- _Problem_
Without any pictures, print exactly the lines that run from the start of the data through the line containing "middle pip: (223, 160)".

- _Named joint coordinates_
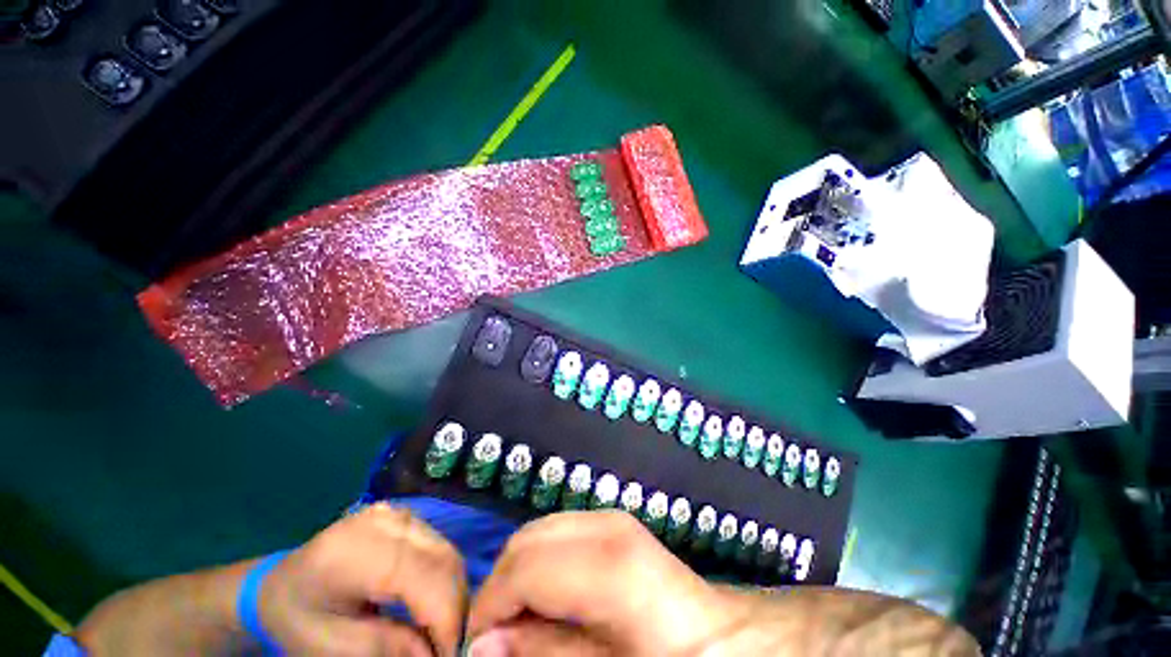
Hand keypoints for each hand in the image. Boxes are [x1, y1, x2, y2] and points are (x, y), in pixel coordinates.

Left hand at [261, 502, 467, 655]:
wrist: (278, 584)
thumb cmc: (298, 618)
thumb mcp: (332, 648)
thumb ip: (388, 649)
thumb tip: (437, 654)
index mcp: (359, 551)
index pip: (426, 577)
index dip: (447, 619)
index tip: (451, 656)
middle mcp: (388, 521)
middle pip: (444, 560)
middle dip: (455, 608)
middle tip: (446, 647)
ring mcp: (400, 514)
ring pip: (448, 552)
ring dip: (453, 594)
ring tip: (440, 629)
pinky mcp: (408, 517)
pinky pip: (440, 547)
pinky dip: (445, 578)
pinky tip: (433, 603)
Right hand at [466, 511, 734, 655]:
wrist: (716, 635)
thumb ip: (545, 652)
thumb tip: (483, 644)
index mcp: (610, 565)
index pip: (525, 567)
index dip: (492, 606)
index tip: (479, 647)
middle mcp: (605, 526)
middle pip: (526, 541)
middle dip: (501, 586)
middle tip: (498, 636)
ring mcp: (608, 518)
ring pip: (537, 532)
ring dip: (518, 573)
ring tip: (521, 618)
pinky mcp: (610, 522)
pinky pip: (556, 533)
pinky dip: (539, 561)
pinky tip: (548, 595)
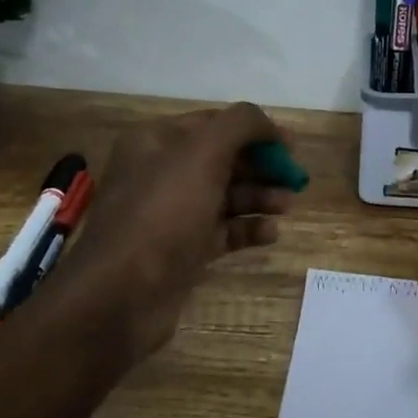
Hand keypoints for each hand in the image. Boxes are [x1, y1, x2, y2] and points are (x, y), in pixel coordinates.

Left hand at [38, 103, 294, 376]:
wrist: (121, 295)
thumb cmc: (163, 213)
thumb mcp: (203, 153)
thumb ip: (241, 125)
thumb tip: (268, 125)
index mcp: (156, 142)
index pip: (214, 123)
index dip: (256, 131)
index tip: (292, 146)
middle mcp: (160, 173)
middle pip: (223, 160)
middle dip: (261, 167)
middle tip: (295, 179)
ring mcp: (170, 215)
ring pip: (224, 197)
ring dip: (259, 197)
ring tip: (287, 206)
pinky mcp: (180, 251)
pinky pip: (221, 232)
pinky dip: (247, 229)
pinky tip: (270, 233)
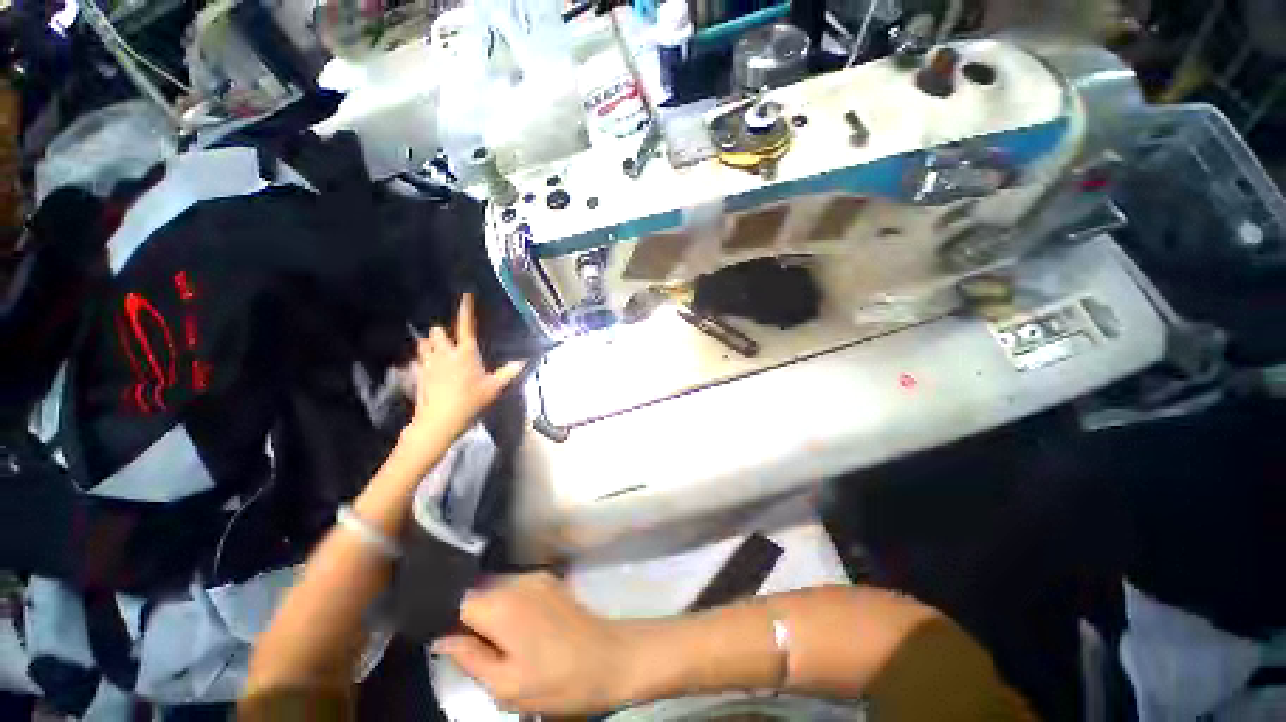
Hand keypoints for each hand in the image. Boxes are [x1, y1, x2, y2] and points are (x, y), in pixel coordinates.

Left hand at [405, 294, 523, 447]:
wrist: (440, 420)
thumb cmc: (470, 401)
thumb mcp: (494, 388)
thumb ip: (508, 373)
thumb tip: (522, 362)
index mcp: (466, 352)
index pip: (466, 325)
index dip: (466, 309)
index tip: (466, 296)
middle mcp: (445, 353)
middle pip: (436, 331)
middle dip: (442, 333)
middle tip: (451, 342)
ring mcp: (428, 363)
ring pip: (423, 343)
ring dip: (430, 344)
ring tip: (438, 352)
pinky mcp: (418, 375)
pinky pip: (417, 360)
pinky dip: (422, 361)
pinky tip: (429, 370)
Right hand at [433, 573, 636, 714]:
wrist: (611, 657)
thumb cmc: (557, 681)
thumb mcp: (506, 685)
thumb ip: (470, 658)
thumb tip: (442, 639)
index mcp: (502, 605)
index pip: (458, 601)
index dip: (450, 622)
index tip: (454, 645)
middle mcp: (518, 580)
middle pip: (478, 592)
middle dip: (471, 618)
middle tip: (481, 651)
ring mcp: (538, 576)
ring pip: (498, 589)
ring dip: (492, 611)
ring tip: (505, 643)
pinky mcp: (552, 579)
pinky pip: (518, 588)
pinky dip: (511, 605)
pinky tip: (524, 631)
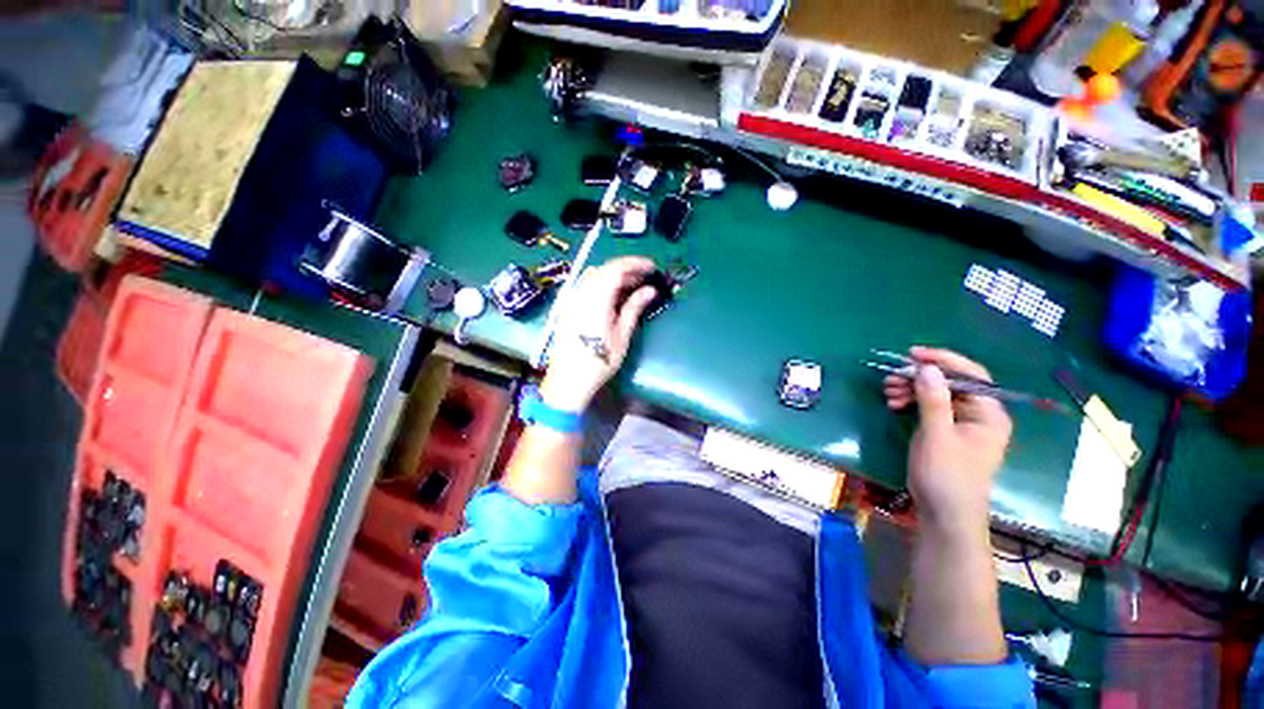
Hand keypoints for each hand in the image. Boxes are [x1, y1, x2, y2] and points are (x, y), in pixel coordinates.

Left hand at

- _Task output_
Hand keypoints for each hand in the image. Boxes are [x1, y1, x2, y2] and points are (x, y), in pixel coordinates.

Left hand at [261, 502, 467, 655]:
wrist: (278, 584)
thumb cmc: (298, 618)
thumb mcp: (332, 648)
thumb ip: (388, 649)
thumb tip: (437, 654)
index mcp: (359, 551)
index pip: (426, 577)
index dip: (447, 619)
index tip: (451, 656)
middle mcp: (388, 521)
middle pip: (444, 560)
middle dip: (455, 608)
middle tip: (446, 647)
ring mcp: (400, 514)
ring pip: (448, 552)
ring dip: (453, 594)
ring tip: (440, 629)
pinky mcp: (408, 517)
pinky pip: (440, 547)
pinky dip: (445, 578)
pinky tip: (433, 603)
Right hand at [466, 511, 734, 655]:
wrist: (716, 635)
thumb ip: (545, 652)
thumb tip: (483, 644)
index mcp: (610, 565)
index pip: (525, 567)
index dip: (492, 606)
index tip: (479, 647)
middle mcp: (605, 526)
middle pip: (526, 541)
middle dip: (501, 586)
middle tip: (498, 636)
ring mcp: (608, 518)
ring pip: (537, 532)
ring dip: (518, 573)
ring tip: (521, 618)
pinky mcp: (610, 522)
pinky pip: (556, 533)
pinky dip: (539, 561)
pinky tip: (548, 595)
Hand keypoints for each hand in the image. Boxes are [x1, y1, x2, y2] and points are (x, y), in pixel coordinates.

Left hand at [38, 103, 294, 376]:
wrist: (121, 295)
thumb cmc: (163, 213)
thumb mcp: (203, 153)
thumb ip: (241, 125)
thumb tip: (268, 125)
index mcp: (156, 142)
index pip: (214, 123)
index dip: (256, 131)
index tip: (292, 146)
middle mcp: (160, 173)
middle pip: (223, 160)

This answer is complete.